Do you print for work purposes or just for home use?

If the latter, have you thought about not getting a printer? Maybe just send them to your local photo store (grocery store, Costco, local photo store, Black's etc...). It's cheaper to do that. I had a photo printer once and the amount of ink that puppy went through was ridiculous. 

Maybe the technology is better and ink lasts longer, but I seriously doubt it would be cheaper or more cost effective than printing as you go.

Hope you realize just trying to provide a different angle in case you hadn't thought about it. The upside is being able to print when you want and have your photos accessible then and there.

Good time of year to be buying anything these days.

Good luck!

Cheers,
Keebler


----------



## eMacMan

As long as you calibrate the monitor (the built in utility is just fine), the suggestion of using a photo lab is great. Be sure gamma is set to the PC setting and make your desk top a neutral gray. The grey desktop makes it much easier to judge how accurate your calibration efforts are. PC setting for the Gamma to match the printers calibration.

When having them printed, request no corrections and no sharpening. Make your jpegs 1200x1800 pixels for a 4x6 print. The lab will not take any real advantage of a higher count and you may lose some edge sharpness by picking something other than the 300 pixel/inch resolution their printer uses. If the prints are not a reasonable match to what you see on your monitor try a different lab. I have had my best success with labs using Fuji printers. Kodak equipment seems to have a mind of its own and I have been avoiding it for so long that it is even slightly possible that nowadays they would do a good job.

You cannot possibly print a 4x6 image at home for 25¢, and even 5x7s and 8x10s are almost certain to be cheaper. As to quality I reject less than 1%.


----------



## FeXL

The least expensive printer I can advise upon is the new Epson R2000. It's twice your budget, but it produces fantastic images. It will accept paper up to 13" wide. 

The thing I like most about it is that the ink cartridges are about 1/2 again as large as the printer it replaced. I mention this because ink & paper cost will be the biggest factor over the lifetime of the printer, not the initial outlay.


----------



## screature

FeXL said:


> The least expensive printer I can advise upon is the new Epson R2000. It's twice your budget, but it produces fantastic images. It will accept paper up to 13" wide.
> 
> The thing I like most about it is that the ink cartridges are about 1/2 again as large as the printer it replaced. *I mention this because ink & paper cost will be the biggest factor over the lifetime of the printer, not the initial outlay.*


Exactly.


----------



## FeXL

I have a couple boxes of MT cartridges from our R800 & R1800 printers (they used the same cartridges). The two printers cost us around $800. 575 cartridges at around $16 each equals $9200 on ink alone, over the course of 6-1/2 years. I'd estimate the paper costs somewhere between another $9k-$10K.
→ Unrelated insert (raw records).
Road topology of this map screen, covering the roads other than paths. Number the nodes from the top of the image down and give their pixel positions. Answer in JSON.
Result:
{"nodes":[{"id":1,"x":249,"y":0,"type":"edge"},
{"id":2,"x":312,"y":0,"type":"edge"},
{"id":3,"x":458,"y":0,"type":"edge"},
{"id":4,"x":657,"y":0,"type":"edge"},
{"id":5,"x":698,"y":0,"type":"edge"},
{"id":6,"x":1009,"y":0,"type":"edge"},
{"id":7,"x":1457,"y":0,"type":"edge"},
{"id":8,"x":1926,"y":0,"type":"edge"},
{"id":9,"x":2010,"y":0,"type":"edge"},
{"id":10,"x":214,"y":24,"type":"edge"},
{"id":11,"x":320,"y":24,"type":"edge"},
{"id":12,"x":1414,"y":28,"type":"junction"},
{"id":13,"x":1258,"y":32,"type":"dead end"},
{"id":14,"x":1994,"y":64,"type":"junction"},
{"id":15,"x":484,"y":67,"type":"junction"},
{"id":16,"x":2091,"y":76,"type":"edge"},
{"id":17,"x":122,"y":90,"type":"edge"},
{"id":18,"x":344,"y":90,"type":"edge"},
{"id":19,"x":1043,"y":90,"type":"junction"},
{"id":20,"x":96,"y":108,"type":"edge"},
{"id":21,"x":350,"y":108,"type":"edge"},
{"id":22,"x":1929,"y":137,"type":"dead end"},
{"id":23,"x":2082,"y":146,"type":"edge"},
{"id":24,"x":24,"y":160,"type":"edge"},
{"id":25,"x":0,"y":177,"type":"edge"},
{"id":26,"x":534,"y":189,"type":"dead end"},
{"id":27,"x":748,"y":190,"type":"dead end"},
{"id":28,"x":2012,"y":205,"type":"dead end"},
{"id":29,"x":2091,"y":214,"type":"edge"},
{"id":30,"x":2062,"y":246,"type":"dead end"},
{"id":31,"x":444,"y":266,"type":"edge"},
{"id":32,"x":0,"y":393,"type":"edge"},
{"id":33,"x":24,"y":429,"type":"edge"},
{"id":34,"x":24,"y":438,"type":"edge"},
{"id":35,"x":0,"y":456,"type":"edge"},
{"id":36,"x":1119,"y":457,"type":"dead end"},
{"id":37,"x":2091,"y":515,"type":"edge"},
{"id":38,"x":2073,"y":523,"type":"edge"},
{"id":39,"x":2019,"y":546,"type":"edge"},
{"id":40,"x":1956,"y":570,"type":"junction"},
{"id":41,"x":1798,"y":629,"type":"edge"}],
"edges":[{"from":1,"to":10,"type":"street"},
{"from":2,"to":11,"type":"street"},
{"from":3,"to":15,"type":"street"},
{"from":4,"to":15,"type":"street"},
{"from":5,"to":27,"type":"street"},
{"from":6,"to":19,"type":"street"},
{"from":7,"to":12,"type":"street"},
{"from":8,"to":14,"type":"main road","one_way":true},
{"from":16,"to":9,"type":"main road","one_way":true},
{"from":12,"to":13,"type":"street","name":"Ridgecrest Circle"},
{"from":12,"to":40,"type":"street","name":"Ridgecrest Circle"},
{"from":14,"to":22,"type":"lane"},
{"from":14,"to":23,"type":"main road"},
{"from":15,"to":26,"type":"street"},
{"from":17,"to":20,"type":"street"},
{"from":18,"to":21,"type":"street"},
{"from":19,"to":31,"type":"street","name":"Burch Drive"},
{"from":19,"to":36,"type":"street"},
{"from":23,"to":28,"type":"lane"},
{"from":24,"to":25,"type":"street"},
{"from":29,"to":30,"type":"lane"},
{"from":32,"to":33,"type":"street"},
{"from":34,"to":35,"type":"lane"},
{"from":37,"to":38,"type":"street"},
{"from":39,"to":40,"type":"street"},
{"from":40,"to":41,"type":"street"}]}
Yes, we use our event printers more than most, but it gives you some idea (the printers themselves were < 5% of the cost of operation).


----------



## Joker Eh

FeXL said:


> I have a couple boxes of MT cartridges from our R800 & R1800 printers (they used the same cartridges). The two printers cost us around $800. 575 cartridges at around $16 each equals $9200 on ink alone, over the course of 6-1/2 years. I'd estimate the paper costs somewhere between another $9k-$10K.
> 
> Yes, we use our event printers more than most, but it gives you some idea (the printers themselves were < 5% of the cost of operation).


I know it is hard to measure but how many prints would you would get from a set of cartridges?


----------



## sashmo

I also bought an all-in-one printer with the rebate through Apple. Its colours need a lot of adjustment and that is what I would like to avoid. I have also sent prints into a lab and they came back with colours that were too dark.


----------



## FeXL

Joker Eh said:


> I know it is hard to measure but how many prints would you would get from a set of cartridges?


Don't have a clue. It is nearly impossible to calculate, as what you are photographing (printing) affects your ink use.

I can give you some generalities, but that's it. Hockey images take a lot less ink because most of the background is ice/boards: white or light grey. Dance images take a lot of ink, especially if the subject is photographed out towards the wings, where the black curtains hang. Other events varied between.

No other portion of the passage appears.